═════ INFORMATION ═════

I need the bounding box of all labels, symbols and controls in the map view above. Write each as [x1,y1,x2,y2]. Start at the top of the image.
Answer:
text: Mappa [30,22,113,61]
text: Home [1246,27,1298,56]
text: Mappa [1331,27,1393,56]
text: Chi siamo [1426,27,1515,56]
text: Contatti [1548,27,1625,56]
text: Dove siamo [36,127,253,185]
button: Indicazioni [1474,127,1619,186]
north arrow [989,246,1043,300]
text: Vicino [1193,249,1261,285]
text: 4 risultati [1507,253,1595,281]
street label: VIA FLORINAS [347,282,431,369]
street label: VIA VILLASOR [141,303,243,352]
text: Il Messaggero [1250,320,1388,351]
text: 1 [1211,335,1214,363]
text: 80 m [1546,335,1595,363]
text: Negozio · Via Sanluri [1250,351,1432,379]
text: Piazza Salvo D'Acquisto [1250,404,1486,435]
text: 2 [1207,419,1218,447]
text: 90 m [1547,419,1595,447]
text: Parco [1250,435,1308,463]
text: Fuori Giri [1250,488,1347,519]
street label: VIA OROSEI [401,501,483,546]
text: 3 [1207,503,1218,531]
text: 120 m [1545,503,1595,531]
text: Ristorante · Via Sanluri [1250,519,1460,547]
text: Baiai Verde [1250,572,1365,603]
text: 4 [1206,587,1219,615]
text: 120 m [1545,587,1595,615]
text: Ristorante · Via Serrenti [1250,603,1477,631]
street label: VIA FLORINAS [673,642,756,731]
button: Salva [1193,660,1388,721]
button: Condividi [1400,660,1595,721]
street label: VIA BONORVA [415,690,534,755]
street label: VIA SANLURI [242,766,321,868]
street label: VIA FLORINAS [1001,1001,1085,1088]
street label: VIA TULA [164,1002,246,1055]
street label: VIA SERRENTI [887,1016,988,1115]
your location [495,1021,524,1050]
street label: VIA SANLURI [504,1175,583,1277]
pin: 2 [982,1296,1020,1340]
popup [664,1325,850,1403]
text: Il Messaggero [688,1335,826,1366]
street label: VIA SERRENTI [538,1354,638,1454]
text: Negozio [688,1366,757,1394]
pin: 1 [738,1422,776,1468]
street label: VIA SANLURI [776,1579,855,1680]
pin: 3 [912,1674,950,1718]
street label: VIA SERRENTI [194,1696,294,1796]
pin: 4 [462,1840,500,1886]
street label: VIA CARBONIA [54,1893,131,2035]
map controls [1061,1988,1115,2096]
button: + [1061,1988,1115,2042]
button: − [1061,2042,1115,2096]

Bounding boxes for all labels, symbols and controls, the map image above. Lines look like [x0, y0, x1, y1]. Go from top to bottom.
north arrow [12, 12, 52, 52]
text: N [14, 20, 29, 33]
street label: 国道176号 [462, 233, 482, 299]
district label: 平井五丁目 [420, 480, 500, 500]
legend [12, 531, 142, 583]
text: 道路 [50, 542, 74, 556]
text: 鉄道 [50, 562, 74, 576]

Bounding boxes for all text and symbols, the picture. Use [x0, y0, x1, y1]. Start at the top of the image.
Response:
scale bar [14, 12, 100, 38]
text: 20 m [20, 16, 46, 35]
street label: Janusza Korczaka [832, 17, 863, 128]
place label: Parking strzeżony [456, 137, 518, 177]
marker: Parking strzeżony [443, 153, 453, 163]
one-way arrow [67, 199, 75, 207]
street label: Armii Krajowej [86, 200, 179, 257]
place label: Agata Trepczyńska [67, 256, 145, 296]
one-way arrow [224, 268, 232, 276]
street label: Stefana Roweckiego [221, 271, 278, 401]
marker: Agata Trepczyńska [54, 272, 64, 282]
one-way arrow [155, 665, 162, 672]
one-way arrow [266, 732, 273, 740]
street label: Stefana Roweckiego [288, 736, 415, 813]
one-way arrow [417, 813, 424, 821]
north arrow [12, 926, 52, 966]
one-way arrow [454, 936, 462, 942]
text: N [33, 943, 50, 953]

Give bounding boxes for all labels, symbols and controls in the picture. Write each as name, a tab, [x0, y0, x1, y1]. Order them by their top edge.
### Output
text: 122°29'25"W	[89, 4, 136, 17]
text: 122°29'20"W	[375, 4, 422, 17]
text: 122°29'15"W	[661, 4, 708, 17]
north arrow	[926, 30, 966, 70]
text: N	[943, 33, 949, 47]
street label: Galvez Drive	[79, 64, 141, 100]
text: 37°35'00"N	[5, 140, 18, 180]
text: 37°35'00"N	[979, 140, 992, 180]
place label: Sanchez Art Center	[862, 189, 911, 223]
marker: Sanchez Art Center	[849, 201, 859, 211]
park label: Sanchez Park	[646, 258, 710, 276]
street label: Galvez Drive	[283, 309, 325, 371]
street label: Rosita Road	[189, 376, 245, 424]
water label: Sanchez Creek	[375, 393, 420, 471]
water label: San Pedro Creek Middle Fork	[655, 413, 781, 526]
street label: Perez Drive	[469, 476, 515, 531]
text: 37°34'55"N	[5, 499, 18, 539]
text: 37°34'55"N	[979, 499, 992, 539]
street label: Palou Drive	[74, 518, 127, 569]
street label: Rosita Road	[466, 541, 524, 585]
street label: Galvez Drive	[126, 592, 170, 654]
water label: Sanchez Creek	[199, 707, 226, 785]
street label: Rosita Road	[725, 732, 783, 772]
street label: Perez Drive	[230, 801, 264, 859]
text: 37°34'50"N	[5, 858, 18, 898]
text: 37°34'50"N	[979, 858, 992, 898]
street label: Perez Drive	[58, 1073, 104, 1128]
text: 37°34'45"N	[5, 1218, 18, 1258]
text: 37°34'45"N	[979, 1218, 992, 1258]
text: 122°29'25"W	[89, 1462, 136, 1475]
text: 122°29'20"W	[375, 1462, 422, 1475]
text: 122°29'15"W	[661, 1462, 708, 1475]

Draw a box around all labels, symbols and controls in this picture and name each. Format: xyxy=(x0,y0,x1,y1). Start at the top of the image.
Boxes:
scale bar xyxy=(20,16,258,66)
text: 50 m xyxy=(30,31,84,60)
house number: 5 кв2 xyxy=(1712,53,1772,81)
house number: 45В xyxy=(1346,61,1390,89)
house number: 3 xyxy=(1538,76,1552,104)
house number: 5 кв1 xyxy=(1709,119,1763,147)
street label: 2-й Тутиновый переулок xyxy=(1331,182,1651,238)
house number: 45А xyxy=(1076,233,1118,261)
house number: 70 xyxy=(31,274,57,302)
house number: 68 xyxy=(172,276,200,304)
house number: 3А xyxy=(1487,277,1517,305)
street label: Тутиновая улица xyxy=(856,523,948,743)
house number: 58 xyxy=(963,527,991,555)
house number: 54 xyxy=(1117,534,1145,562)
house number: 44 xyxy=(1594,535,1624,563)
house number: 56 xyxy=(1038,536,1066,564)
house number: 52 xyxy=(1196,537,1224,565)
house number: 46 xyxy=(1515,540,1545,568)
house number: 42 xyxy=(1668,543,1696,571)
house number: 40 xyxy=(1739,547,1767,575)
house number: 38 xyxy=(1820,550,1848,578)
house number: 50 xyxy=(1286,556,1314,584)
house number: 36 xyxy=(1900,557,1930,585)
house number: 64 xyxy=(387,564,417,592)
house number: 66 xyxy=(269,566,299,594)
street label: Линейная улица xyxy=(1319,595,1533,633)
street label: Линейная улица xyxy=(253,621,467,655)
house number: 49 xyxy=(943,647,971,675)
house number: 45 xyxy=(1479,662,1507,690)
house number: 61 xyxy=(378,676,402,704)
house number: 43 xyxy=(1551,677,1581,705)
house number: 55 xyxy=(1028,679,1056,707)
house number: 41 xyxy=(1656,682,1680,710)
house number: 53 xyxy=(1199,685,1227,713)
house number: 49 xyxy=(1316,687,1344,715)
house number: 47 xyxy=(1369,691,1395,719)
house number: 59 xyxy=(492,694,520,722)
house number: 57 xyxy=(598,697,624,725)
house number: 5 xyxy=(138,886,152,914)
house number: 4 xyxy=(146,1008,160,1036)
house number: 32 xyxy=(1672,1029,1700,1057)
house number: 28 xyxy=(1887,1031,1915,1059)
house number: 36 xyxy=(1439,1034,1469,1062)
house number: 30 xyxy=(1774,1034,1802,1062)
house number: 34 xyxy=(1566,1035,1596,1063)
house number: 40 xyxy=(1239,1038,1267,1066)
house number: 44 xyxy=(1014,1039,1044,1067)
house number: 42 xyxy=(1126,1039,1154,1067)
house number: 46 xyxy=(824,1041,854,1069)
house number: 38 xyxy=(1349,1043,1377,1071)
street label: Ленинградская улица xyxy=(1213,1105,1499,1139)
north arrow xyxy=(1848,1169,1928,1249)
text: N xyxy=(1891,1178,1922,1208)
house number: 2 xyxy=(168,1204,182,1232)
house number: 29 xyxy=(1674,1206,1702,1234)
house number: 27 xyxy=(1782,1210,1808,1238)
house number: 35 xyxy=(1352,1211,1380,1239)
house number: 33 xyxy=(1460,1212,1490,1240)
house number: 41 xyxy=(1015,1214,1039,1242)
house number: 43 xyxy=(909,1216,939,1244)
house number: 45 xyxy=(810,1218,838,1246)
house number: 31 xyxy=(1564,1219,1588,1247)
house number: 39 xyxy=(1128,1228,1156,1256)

═════

### TASK:
Would you copy every line of the entries in which "each" appears?

### EXERCISE RESULT:
I need the bounding box of all labels, symbols and controls in the map view above. Write each as [x1,y1,x2,y2]. Start at the top of the image.
Give bounding boxes for all labels, symbols and controls in the picture. Write each as name, a tab, [x0, y0, x1, y1]. Order them by their top edge.
Draw a box around all labels, symbols and controls in this picture and name each. Format: xyxy=(x0,y0,x1,y1). Start at the top of the image.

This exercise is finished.